In Würde zu sich stehen,
Inhalt und Ablauf

Inhalt und Ablauf

IWS (In Würde zu sich stehen) ist ein peer-geleitetes Gruppenprogramm zur Stigma-Bewältigung für Menschen mit psychischer Erkrankung. In Form eines Gruppenprogramms werden Betroffene darin unterstützt, eine gut überlegte Entscheidung für oder gegen die Offenlegung ihrer Erkrankung in verschiedenen Umgebungen zu treffen. Die Gruppen werden von Peers geleitet: Peers sind Personen, die selbst Erfahrungen mit psychischer Erkrankung und Offenlegung gemacht haben.

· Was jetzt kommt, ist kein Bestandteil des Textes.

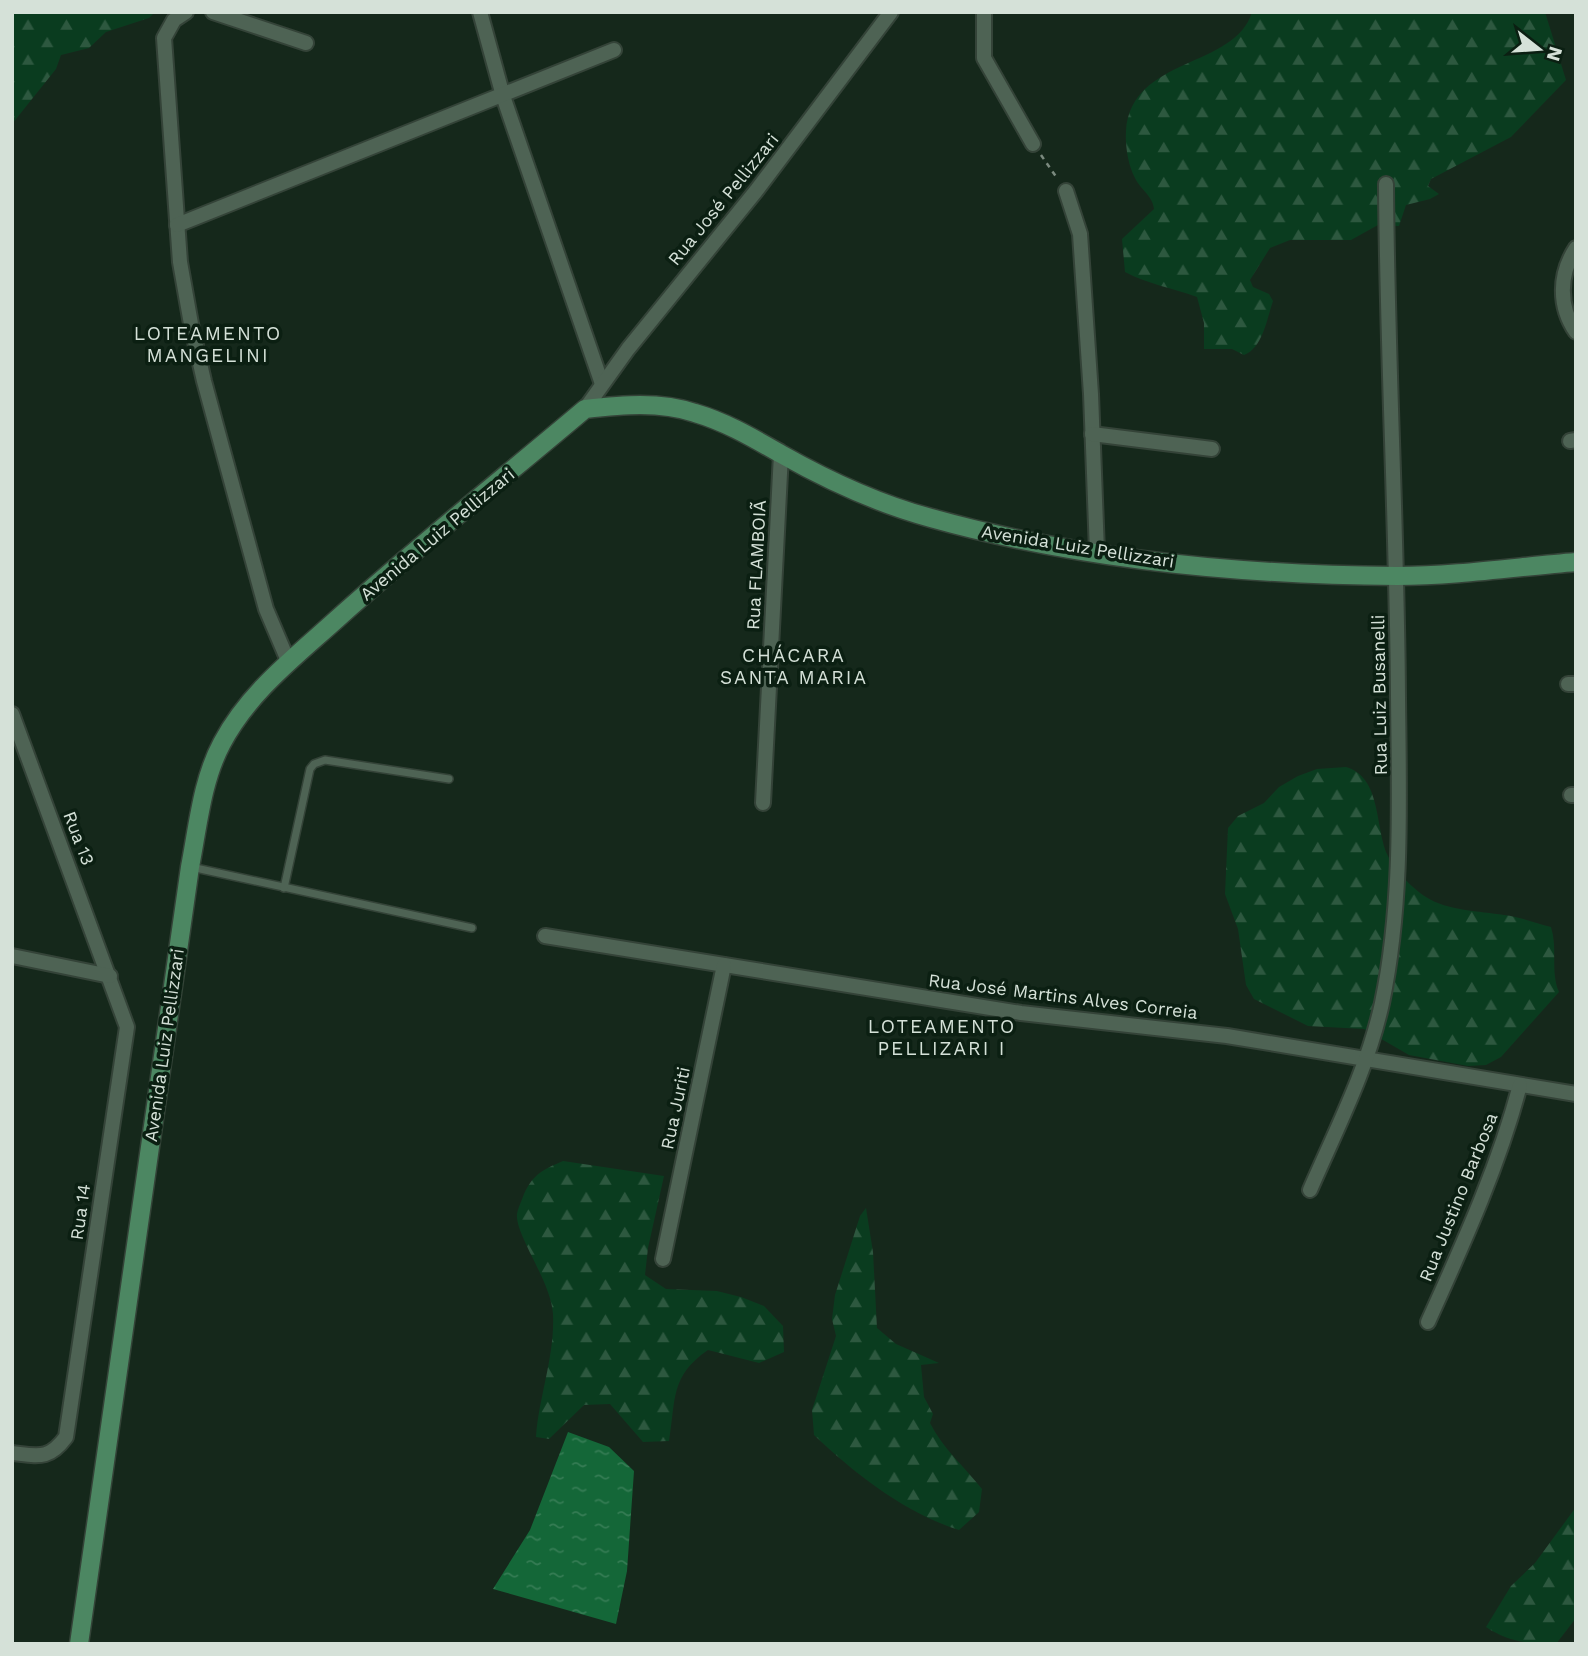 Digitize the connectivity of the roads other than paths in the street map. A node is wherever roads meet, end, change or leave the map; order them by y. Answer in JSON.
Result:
{"nodes":[{"id":1,"x":186,"y":12,"type":"edge"},
{"id":2,"x":213,"y":12,"type":"edge"},
{"id":3,"x":480,"y":12,"type":"edge"},
{"id":4,"x":891,"y":12,"type":"edge"},
{"id":5,"x":984,"y":12,"type":"edge"},
{"id":6,"x":306,"y":43,"type":"dead end"},
{"id":7,"x":614,"y":50,"type":"dead end"},
{"id":8,"x":503,"y":96,"type":"junction"},
{"id":9,"x":1033,"y":144,"type":"road end"},
{"id":10,"x":1386,"y":184,"type":"dead end"},
{"id":11,"x":1066,"y":191,"type":"road end"},
{"id":12,"x":177,"y":225,"type":"junction"},
{"id":13,"x":1576,"y":248,"type":"edge"},
{"id":14,"x":1576,"y":332,"type":"edge"},
{"id":15,"x":602,"y":384,"type":"junction"},
{"id":16,"x":585,"y":409,"type":"junction"},
{"id":17,"x":1092,"y":434,"type":"junction"},
{"id":18,"x":1212,"y":449,"type":"dead end"},
{"id":19,"x":781,"y":454,"type":"junction"},
{"id":20,"x":1097,"y":552,"type":"junction"},
{"id":21,"x":1576,"y":562,"type":"edge"},
{"id":22,"x":1397,"y":576,"type":"junction"},
{"id":23,"x":289,"y":663,"type":"junction"},
{"id":24,"x":12,"y":714,"type":"edge"},
{"id":25,"x":449,"y":779,"type":"dead end"},
{"id":26,"x":764,"y":803,"type":"dead end"},
{"id":27,"x":190,"y":867,"type":"junction"},
{"id":28,"x":284,"y":888,"type":"junction"},
{"id":29,"x":472,"y":928,"type":"dead end"},
{"id":30,"x":545,"y":936,"type":"dead end"},
{"id":31,"x":12,"y":956,"type":"edge"},
{"id":32,"x":724,"y":965,"type":"junction"},
{"id":33,"x":110,"y":976,"type":"junction"},
{"id":34,"x":1366,"y":1058,"type":"junction"},
{"id":35,"x":1520,"y":1085,"type":"junction"},
{"id":36,"x":1576,"y":1094,"type":"edge"},
{"id":37,"x":1310,"y":1190,"type":"dead end"},
{"id":38,"x":663,"y":1259,"type":"dead end"},
{"id":39,"x":1428,"y":1322,"type":"dead end"},
{"id":40,"x":12,"y":1453,"type":"edge"},
{"id":41,"x":79,"y":1644,"type":"edge"}],
"edges":[{"from":1,"to":12,"type":"street"},
{"from":2,"to":6,"type":"street"},
{"from":3,"to":8,"type":"street"},
{"from":4,"to":15,"type":"street","name":"Rua José Pellizzari"},
{"from":5,"to":9,"type":"street"},
{"from":7,"to":8,"type":"street"},
{"from":8,"to":12,"type":"street"},
{"from":8,"to":15,"type":"street"},
{"from":10,"to":22,"type":"street","name":"Rua Luiz Busanelli"},
{"from":11,"to":17,"type":"street"},
{"from":12,"to":23,"type":"street"},
{"from":13,"to":14,"type":"street"},
{"from":15,"to":16,"type":"street","name":"Rua José Pellizzari"},
{"from":16,"to":19,"type":"main road","name":"Avenida Luiz Pellizzari"},
{"from":16,"to":23,"type":"main road","name":"Avenida Luiz Pellizzari"},
{"from":17,"to":18,"type":"street"},
{"from":17,"to":20,"type":"street"},
{"from":19,"to":20,"type":"main road","name":"Avenida Luiz Pellizzari"},
{"from":19,"to":26,"type":"street","name":"Rua FLAMBOIÃ"},
{"from":20,"to":22,"type":"main road","name":"Avenida Luiz Pellizzari"},
{"from":21,"to":22,"type":"main road","name":"Avenida Luiz Pellizzari"},
{"from":22,"to":34,"type":"street","name":"Rua Luiz Busanelli"},
{"from":23,"to":27,"type":"main road","name":"Avenida Luiz Pellizzari"},
{"from":24,"to":33,"type":"street","name":"Rua 13"},
{"from":25,"to":28,"type":"lane"},
{"from":27,"to":28,"type":"lane"},
{"from":27,"to":41,"type":"main road","name":"Avenida Luiz Pellizzari"},
{"from":28,"to":29,"type":"lane"},
{"from":30,"to":32,"type":"street","name":"Rua José Martins Alves Correia"},
{"from":31,"to":33,"type":"street"},
{"from":32,"to":34,"type":"street","name":"Rua José Martins Alves Correia"},
{"from":32,"to":38,"type":"street","name":"Rua Juriti"},
{"from":33,"to":40,"type":"street","name":"Rua 14"},
{"from":34,"to":35,"type":"street","name":"Rua José Martins Alves Correia"},
{"from":34,"to":37,"type":"street","name":"Rua Luiz Busanelli"},
{"from":35,"to":36,"type":"street","name":"Rua José Martins Alves Correia"},
{"from":35,"to":39,"type":"street","name":"Rua Justino Barbosa"}]} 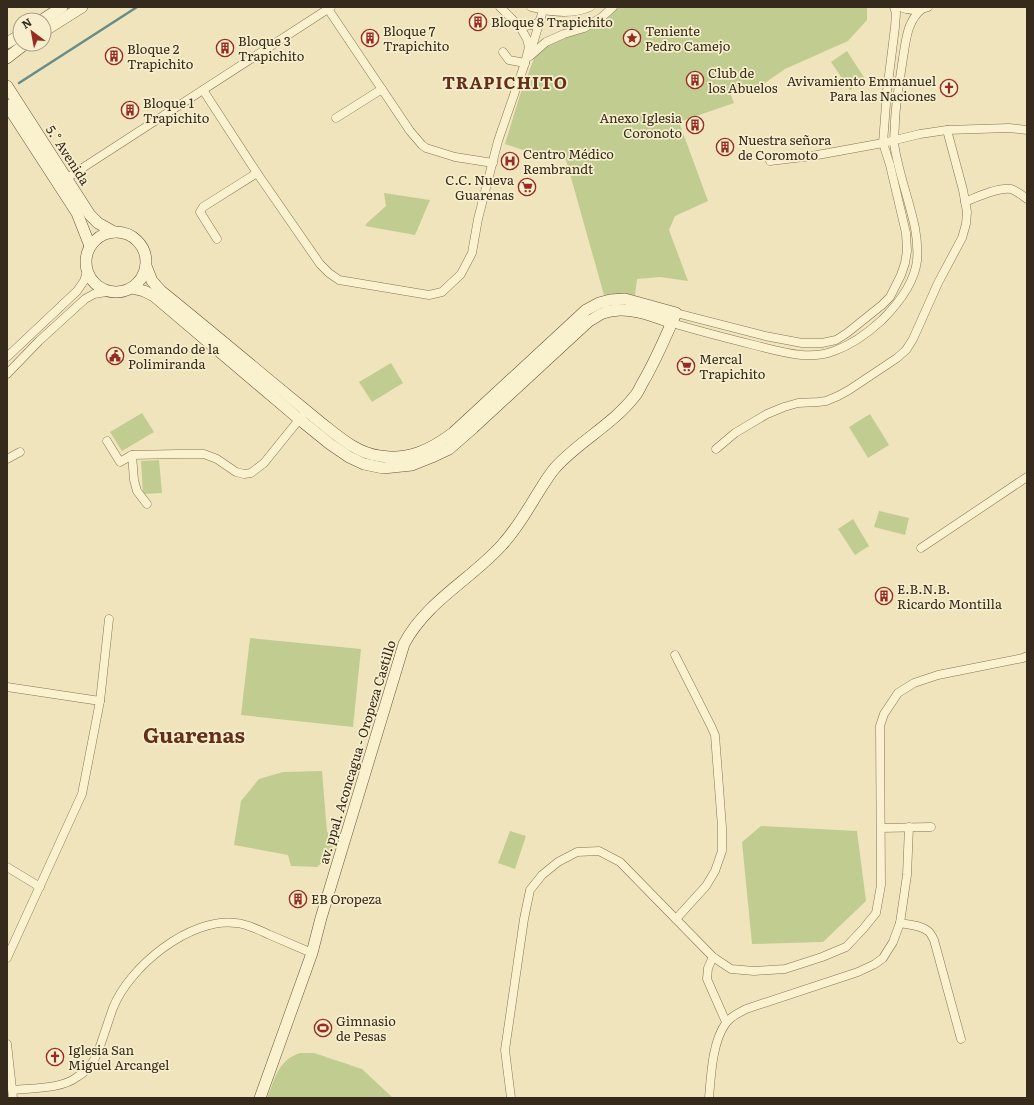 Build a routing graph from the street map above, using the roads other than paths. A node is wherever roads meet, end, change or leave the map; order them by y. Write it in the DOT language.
graph roads {
  1 [pos="62,7"];
  2 [pos="82,7"];
  3 [pos="500,7"];
  4 [pos="531,7"];
  5 [pos="590,7"];
  6 [pos="613,7"];
  7 [pos="894,7"];
  8 [pos="900,7"];
  9 [pos="329,8"];
  10 [pos="925,8"];
  11 [pos="543,10"];
  12 [pos="52,14"];
  13 [pos="541,20"];
  14 [pos="52,27"];
  15 [pos="520,27"];
  16 [pos="503,52"];
  17 [pos="530,56"];
  18 [pos="525,63"];
  19 [pos="7,86"];
  20 [pos="382,89"];
  21 [pos="203,90"];
  22 [pos="7,105"];
  23 [pos="336,118"];
  24 [pos="947,130"];
  25 [pos="1027,130"];
  26 [pos="894,141"];
  27 [pos="883,143"];
  28 [pos="770,161"];
  29 [pos="493,163"];
  30 [pos="258,173"];
  31 [pos="67,178"];
  32 [pos="1027,199"];
  33 [pos="965,202"];
  34 [pos="114,232"];
  35 [pos="217,239"];
  36 [pos="90,246"];
  37 [pos="146,266"];
  38 [pos="87,272"];
  39 [pos="132,288"];
  40 [pos="106,292"];
  41 [pos="674,318"];
  42 [pos="7,357"];
  43 [pos="7,374"];
  44 [pos="306,410"];
  45 [pos="299,419"];
  46 [pos="107,441"];
  47 [pos="716,449"];
  48 [pos="20,452"];
  49 [pos="132,455"];
  50 [pos="7,459"];
  51 [pos="1027,477"];
  52 [pos="147,504"];
  53 [pos="921,548"];
  54 [pos="109,619"];
  55 [pos="675,655"];
  56 [pos="1027,656"];
  57 [pos="7,687"];
  58 [pos="100,701"];
  59 [pos="908,827"];
  60 [pos="931,827"];
  61 [pos="881,828"];
  62 [pos="7,867"];
  63 [pos="40,887"];
  64 [pos="676,919"];
  65 [pos="900,924"];
  66 [pos="312,953"];
  67 [pos="713,956"];
  68 [pos="7,958"];
  69 [pos="726,1022"];
  70 [pos="961,1039"];
  71 [pos="7,1044"];
  72 [pos="13,1094"];
  73 [pos="260,1098"];
  74 [pos="510,1098"];
  75 [pos="709,1098"];
  1 -- 12 [label="street"];
  2 -- 14 [label="street"];
  3 -- 15 [label="street"];
  4 -- 11 [label="street"];
  5 -- 11 [label="street"];
  6 -- 17 [label="street"];
  7 -- 27 [label="street"];
  8 -- 10 [label="street"];
  9 -- 20 [label="street"];
  9 -- 21 [label="street"];
  10 -- 26 [label="street"];
  11 -- 13 [label="street"];
  13 -- 15 [label="street"];
  13 -- 17 [label="street"];
  15 -- 18 [label="street"];
  16 -- 18 [label="street"];
  17 -- 18 [label="street"];
  18 -- 29 [label="street"];
  19 -- 31 [label="street, 5.° Avenida"];
  20 -- 23 [label="street"];
  20 -- 29 [label="street"];
  21 -- 30 [label="street"];
  21 -- 31 [label="street"];
  22 -- 36 [label="street, 5.° Avenida"];
  24 -- 25 [label="street"];
  24 -- 26 [label="street"];
  24 -- 33 [label="street"];
  26 -- 27 [label="street"];
  26 -- 41 [label="street"];
  27 -- 28 [label="street"];
  27 -- 41 [label="street"];
  29 -- 30 [label="street"];
  30 -- 35 [label="street"];
  31 -- 34 [label="street, 5.° Avenida"];
  32 -- 33 [label="street"];
  33 -- 47 [label="street"];
  34 -- 36 [label="street"];
  34 -- 37 [label="street"];
  36 -- 38 [label="street"];
  37 -- 39 [label="street"];
  37 -- 44 [label="street"];
  38 -- 40 [label="street"];
  38 -- 42 [label="street"];
  39 -- 40 [label="street"];
  39 -- 45 [label="street"];
  40 -- 43 [label="street"];
  41 -- 44 [label="street"];
  41 -- 45 [label="street"];
  41 -- 66 [label="street, av. ppal. Aconcagua - Oropeza Castillo"];
  44 -- 45 [label="street"];
  45 -- 49 [label="street"];
  46 -- 49 [label="street"];
  48 -- 50 [label="street"];
  49 -- 52 [label="street"];
  51 -- 53 [label="street"];
  54 -- 58 [label="street"];
  55 -- 64 [label="street"];
  56 -- 61 [label="street"];
  57 -- 58 [label="street"];
  58 -- 63 [label="street"];
  59 -- 60 [label="street"];
  59 -- 61 [label="street"];
  59 -- 65 [label="street"];
  61 -- 67 [label="street"];
  62 -- 63 [label="street"];
  63 -- 68 [label="street"];
  64 -- 67 [label="street"];
  64 -- 74 [label="street"];
  65 -- 69 [label="street"];
  65 -- 70 [label="street"];
  66 -- 72 [label="street"];
  66 -- 73 [label="street, av. ppal. Aconcagua - Oropeza Castillo"];
  67 -- 69 [label="street"];
  69 -- 75 [label="street"];
  71 -- 72 [label="street"];
}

Die Entscheidung für oder gegen Offenlegung ist wichtig für den Umgang mit öffentlichem Stigma („Psychisch Kranke sind faul!”) und Selbststigma („Weil ich psychisch krank bin, muss ich faul sein!“). IWS hilft dadurch bei der Bewältigung der psychischen Erkrankung und ihren persönlichen und sozialen Folgen. IWS ersetzt keine Therapie, liegt im Bereich der Tertiärprävention und richtet sich an Menschen jeden Alters und jeder Diagnose, die sich fragen, ob, mit wem und wie sie über ihre psychische Erkrankung sprechen sollen.

IWS findet in Kleingruppen von etwa sechs Personen mit jeweils ein bis zwei Peers statt und folgt einem Arbeitsbuch. Die Teilnehmenden treffen sich an vier Terminen für jeweils zwei Stunden, um sich mit dem Thema auseinanderzusetzen und Arbeitsmaterialien zu bearbeiten – etwa zu den Vor- und Nachteilen einer (Nicht-)Offenlegung oder den Varianten der Offenlegung. Die Gruppenleitenden sind in der Anwendung des Handbuchs geschult und haben bereits IWS-Gruppen begleitet.